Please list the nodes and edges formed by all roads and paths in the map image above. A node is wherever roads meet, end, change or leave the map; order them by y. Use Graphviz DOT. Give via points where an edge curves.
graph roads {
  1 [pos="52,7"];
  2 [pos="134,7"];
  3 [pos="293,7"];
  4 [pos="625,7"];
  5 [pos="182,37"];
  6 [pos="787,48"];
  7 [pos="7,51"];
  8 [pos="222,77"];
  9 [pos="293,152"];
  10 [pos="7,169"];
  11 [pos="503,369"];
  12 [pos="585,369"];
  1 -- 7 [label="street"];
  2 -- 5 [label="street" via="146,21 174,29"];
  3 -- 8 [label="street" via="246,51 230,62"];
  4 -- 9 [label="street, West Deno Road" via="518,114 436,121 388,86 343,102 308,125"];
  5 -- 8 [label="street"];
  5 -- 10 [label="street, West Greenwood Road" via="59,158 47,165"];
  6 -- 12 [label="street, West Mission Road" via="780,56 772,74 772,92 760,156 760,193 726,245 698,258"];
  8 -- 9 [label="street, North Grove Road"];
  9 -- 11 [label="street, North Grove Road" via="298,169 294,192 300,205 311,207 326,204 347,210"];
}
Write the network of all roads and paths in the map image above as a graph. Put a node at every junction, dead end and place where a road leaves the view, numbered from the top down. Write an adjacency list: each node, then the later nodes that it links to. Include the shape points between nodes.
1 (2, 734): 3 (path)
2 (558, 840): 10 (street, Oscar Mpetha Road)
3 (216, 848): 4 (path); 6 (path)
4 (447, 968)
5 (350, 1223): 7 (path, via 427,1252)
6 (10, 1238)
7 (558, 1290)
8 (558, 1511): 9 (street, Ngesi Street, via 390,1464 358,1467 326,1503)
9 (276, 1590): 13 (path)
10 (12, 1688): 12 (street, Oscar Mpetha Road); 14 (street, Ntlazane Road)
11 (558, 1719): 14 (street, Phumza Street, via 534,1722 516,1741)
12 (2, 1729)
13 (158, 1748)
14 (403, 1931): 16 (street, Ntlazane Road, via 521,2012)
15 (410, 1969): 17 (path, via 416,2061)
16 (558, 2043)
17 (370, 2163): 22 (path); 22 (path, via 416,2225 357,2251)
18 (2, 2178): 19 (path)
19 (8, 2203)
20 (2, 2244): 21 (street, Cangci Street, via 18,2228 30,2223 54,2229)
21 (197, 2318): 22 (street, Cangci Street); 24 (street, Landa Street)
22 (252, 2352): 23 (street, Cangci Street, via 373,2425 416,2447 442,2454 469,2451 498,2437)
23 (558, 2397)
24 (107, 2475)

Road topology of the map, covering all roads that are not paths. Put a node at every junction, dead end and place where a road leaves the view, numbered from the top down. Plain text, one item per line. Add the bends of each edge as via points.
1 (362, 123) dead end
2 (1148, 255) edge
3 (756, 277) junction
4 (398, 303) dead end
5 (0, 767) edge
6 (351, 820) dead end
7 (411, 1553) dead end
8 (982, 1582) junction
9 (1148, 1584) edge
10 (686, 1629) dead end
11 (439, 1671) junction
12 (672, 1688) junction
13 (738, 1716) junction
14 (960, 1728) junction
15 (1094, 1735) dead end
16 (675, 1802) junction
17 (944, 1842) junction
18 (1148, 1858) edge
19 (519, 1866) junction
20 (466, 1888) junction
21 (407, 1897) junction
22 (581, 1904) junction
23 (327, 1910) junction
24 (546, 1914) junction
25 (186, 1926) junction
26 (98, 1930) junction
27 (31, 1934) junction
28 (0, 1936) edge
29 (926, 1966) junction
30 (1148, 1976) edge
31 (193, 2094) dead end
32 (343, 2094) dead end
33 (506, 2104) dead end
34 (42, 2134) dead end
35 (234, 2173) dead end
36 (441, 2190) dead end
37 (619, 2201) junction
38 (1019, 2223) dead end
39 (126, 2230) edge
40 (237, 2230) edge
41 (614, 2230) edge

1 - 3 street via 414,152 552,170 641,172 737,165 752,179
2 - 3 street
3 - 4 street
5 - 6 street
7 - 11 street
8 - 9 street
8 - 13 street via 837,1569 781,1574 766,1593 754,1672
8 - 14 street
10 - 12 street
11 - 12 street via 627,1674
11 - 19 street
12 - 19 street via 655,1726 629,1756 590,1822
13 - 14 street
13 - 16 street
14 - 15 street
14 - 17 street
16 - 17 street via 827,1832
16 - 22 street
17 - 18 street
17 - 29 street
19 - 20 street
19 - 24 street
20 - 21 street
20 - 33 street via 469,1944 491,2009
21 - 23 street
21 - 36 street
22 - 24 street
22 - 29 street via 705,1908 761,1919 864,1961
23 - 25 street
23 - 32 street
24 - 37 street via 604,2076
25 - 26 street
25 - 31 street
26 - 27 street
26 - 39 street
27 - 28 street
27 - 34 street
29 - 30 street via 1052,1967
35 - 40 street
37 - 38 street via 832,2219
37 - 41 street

Goal of the exercise ▸ The entries need to be set down again in full, with no word changed.

Task response ▸
Please list the nodes and edges formed by all roads and paths in the map image above. A node is wherever roads meet, end, change or leave the map; order them by y. Use Graphviz DOT. Give via points where an edge curves.
graph roads {
  1 [pos="52,7"];
  2 [pos="134,7"];
  3 [pos="293,7"];
  4 [pos="625,7"];
  5 [pos="182,37"];
  6 [pos="787,48"];
  7 [pos="7,51"];
  8 [pos="222,77"];
  9 [pos="293,152"];
  10 [pos="7,169"];
  11 [pos="503,369"];
  12 [pos="585,369"];
  1 -- 7 [label="street"];
  2 -- 5 [label="street" via="146,21 174,29"];
  3 -- 8 [label="street" via="246,51 230,62"];
  4 -- 9 [label="street, West Deno Road" via="518,114 436,121 388,86 343,102 308,125"];
  5 -- 8 [label="street"];
  5 -- 10 [label="street, West Greenwood Road" via="59,158 47,165"];
  6 -- 12 [label="street, West Mission Road" via="780,56 772,74 772,92 760,156 760,193 726,245 698,258"];
  8 -- 9 [label="street, North Grove Road"];
  9 -- 11 [label="street, North Grove Road" via="298,169 294,192 300,205 311,207 326,204 347,210"];
}
Write the network of all roads and paths in the map image above as a graph. Put a node at every junction, dead end and place where a road leaves the view, numbered from the top down. Write an adjacency list: each node, then the later nodes that it links to. Include the shape points between nodes.
1 (2, 734): 3 (path)
2 (558, 840): 10 (street, Oscar Mpetha Road)
3 (216, 848): 4 (path); 6 (path)
4 (447, 968)
5 (350, 1223): 7 (path, via 427,1252)
6 (10, 1238)
7 (558, 1290)
8 (558, 1511): 9 (street, Ngesi Street, via 390,1464 358,1467 326,1503)
9 (276, 1590): 13 (path)
10 (12, 1688): 12 (street, Oscar Mpetha Road); 14 (street, Ntlazane Road)
11 (558, 1719): 14 (street, Phumza Street, via 534,1722 516,1741)
12 (2, 1729)
13 (158, 1748)
14 (403, 1931): 16 (street, Ntlazane Road, via 521,2012)
15 (410, 1969): 17 (path, via 416,2061)
16 (558, 2043)
17 (370, 2163): 22 (path); 22 (path, via 416,2225 357,2251)
18 (2, 2178): 19 (path)
19 (8, 2203)
20 (2, 2244): 21 (street, Cangci Street, via 18,2228 30,2223 54,2229)
21 (197, 2318): 22 (street, Cangci Street); 24 (street, Landa Street)
22 (252, 2352): 23 (street, Cangci Street, via 373,2425 416,2447 442,2454 469,2451 498,2437)
23 (558, 2397)
24 (107, 2475)

Road topology of the map, covering all roads that are not paths. Put a node at every junction, dead end and place where a road leaves the view, numbered from the top down. Plain text, one item per line. Add the bends of each edge as via points.
1 (362, 123) dead end
2 (1148, 255) edge
3 (756, 277) junction
4 (398, 303) dead end
5 (0, 767) edge
6 (351, 820) dead end
7 (411, 1553) dead end
8 (982, 1582) junction
9 (1148, 1584) edge
10 (686, 1629) dead end
11 (439, 1671) junction
12 (672, 1688) junction
13 (738, 1716) junction
14 (960, 1728) junction
15 (1094, 1735) dead end
16 (675, 1802) junction
17 (944, 1842) junction
18 (1148, 1858) edge
19 (519, 1866) junction
20 (466, 1888) junction
21 (407, 1897) junction
22 (581, 1904) junction
23 (327, 1910) junction
24 (546, 1914) junction
25 (186, 1926) junction
26 (98, 1930) junction
27 (31, 1934) junction
28 (0, 1936) edge
29 (926, 1966) junction
30 (1148, 1976) edge
31 (193, 2094) dead end
32 (343, 2094) dead end
33 (506, 2104) dead end
34 (42, 2134) dead end
35 (234, 2173) dead end
36 (441, 2190) dead end
37 (619, 2201) junction
38 (1019, 2223) dead end
39 (126, 2230) edge
40 (237, 2230) edge
41 (614, 2230) edge

1 - 3 street via 414,152 552,170 641,172 737,165 752,179
2 - 3 street
3 - 4 street
5 - 6 street
7 - 11 street
8 - 9 street
8 - 13 street via 837,1569 781,1574 766,1593 754,1672
8 - 14 street
10 - 12 street
11 - 12 street via 627,1674
11 - 19 street
12 - 19 street via 655,1726 629,1756 590,1822
13 - 14 street
13 - 16 street
14 - 15 street
14 - 17 street
16 - 17 street via 827,1832
16 - 22 street
17 - 18 street
17 - 29 street
19 - 20 street
19 - 24 street
20 - 21 street
20 - 33 street via 469,1944 491,2009
21 - 23 street
21 - 36 street
22 - 24 street
22 - 29 street via 705,1908 761,1919 864,1961
23 - 25 street
23 - 32 street
24 - 37 street via 604,2076
25 - 26 street
25 - 31 street
26 - 27 street
26 - 39 street
27 - 28 street
27 - 34 street
29 - 30 street via 1052,1967
35 - 40 street
37 - 38 street via 832,2219
37 - 41 street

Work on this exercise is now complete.